Abstract A17: Differential role of Ras isoforms in regulating PI3KC2β: Novel role for nucleotide-free H-Ras in cell signaling

Abstract

Abstract Ras proteins, like all GTPases, cycle through an active GTP-bound state and an inactive GDP-bound state that arises through the intrinsic GTPase activity of the protein. Activation of Ras requires the activity of GEFs which promote the release of GDP leading to the subsequent binding of GTP due to the relatively higher levels of GTP in cells. Given the high affinity of nucleotide-free Ras (nf-Ras) for nucleotides in vitro, it has been proposed that nf-Ras is a transient intermediate in vivo. However, we have discovered a potentially new role for nf-H-Ras in the regulation of PI3KC2β (1). Previously, we discovered that the scaffold protein intersectin 1 (ITSN1) interacts with and activates H-Ras on endocytic vesicles (2). In addition, ITSN1 binds and activates PI3KC2β on a similar population of vesicles (3). PI3KC2β, like Class I PI3Ks, contains a Ras binding domain (RBD) although PI3KC2β does not interact with RasGTP or RasGDP (4). Our recent studies, however, indicate that nf-H-Ras binds the PI3KC2β RBD and inhibits PI3KC2β activity in vitro (1).
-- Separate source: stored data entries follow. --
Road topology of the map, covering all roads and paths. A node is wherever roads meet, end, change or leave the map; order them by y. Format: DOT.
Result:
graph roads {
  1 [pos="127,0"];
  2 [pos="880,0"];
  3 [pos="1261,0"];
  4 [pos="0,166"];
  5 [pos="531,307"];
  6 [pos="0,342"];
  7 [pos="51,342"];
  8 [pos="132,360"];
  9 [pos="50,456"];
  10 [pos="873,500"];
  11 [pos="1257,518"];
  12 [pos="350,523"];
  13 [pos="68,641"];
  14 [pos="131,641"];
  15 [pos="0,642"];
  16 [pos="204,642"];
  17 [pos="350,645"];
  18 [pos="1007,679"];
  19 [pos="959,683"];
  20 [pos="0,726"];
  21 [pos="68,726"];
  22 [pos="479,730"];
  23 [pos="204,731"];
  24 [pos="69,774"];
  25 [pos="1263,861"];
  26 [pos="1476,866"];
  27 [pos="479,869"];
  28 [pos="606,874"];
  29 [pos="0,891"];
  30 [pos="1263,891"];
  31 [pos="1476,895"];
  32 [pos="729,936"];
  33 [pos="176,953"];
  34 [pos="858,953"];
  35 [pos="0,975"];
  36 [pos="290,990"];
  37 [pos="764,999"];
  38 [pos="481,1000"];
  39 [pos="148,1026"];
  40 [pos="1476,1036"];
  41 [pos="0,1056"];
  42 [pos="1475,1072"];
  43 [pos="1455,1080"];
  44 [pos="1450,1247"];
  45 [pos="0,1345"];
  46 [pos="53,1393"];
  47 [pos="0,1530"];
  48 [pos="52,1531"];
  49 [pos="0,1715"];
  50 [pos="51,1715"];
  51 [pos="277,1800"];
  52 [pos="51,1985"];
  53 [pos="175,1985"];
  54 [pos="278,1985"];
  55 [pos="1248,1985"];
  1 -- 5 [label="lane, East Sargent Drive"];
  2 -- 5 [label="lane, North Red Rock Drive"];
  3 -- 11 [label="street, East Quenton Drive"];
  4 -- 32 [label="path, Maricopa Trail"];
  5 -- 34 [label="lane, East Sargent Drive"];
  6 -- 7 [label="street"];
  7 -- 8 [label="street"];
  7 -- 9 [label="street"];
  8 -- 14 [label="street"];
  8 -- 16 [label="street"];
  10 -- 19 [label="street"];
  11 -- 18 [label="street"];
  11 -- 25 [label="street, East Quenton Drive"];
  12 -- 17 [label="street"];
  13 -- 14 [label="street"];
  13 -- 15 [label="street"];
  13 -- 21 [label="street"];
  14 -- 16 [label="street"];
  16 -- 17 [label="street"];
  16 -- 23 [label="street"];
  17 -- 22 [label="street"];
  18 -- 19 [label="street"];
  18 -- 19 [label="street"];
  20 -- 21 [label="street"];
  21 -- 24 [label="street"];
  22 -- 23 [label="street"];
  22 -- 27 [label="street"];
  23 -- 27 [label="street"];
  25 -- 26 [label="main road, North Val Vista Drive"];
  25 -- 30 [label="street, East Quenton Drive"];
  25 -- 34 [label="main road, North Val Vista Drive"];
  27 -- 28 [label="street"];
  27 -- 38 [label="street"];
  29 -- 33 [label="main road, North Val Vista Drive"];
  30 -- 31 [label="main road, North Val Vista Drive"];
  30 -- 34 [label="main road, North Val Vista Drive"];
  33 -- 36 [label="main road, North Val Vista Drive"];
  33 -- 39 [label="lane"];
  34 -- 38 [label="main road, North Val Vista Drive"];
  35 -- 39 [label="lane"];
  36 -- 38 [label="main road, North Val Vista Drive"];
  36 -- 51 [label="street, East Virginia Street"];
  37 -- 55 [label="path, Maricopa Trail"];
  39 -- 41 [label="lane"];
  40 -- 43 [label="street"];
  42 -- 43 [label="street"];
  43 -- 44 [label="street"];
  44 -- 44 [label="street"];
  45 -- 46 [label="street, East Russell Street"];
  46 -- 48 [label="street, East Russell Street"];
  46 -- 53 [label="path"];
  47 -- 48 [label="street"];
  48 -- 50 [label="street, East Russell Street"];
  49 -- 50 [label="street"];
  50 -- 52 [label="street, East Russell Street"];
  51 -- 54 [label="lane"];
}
Furthermore, the complex of nf-H-Ras with PI3KC2β RBD was not disrupted by addition of 1mM GTP or GDP suggesting that this complex may exist in the cellular milieu of high guanine nucleotides (1). Consistent with this in vitro data, PI3KC2β preferentially interacts with H-Ras dominant-negative (Ras17N)>H-Ras WT>activated H-Ras (Ras61L or 12V) in cells (1). To determine whether these results can be extended to other GTPases, we have examined the interaction of PI3KC2β with K-Ras and various Ras-related GTPases (see poster by RS Smith et. al.). Interestingly, PI3KC2β preferentially interacts with K-Ras12V>WT> dominant-negative (K-Ras15A). Furthermore, K-Ras localizes PI3KC2β to the plasma membrane whereas H-Ras localizes PI3KC2β to the perinuclear region. Thus, different Ras GTPases interact with PI3KC2β in distinct manners. We will present data on the contrasting role of K-Ras and H-Ras on regulation of PI3KC2β. Our findings suggest that PI3KC2β stabilizes nf-H-Ras and that interaction of H-Ras and PI3KC2β mutually inhibit one another. However, the role of K-Ras in regulation of PI3KC2β appears distinct. These findings have important implications for Ras-dependent tumorigenesis.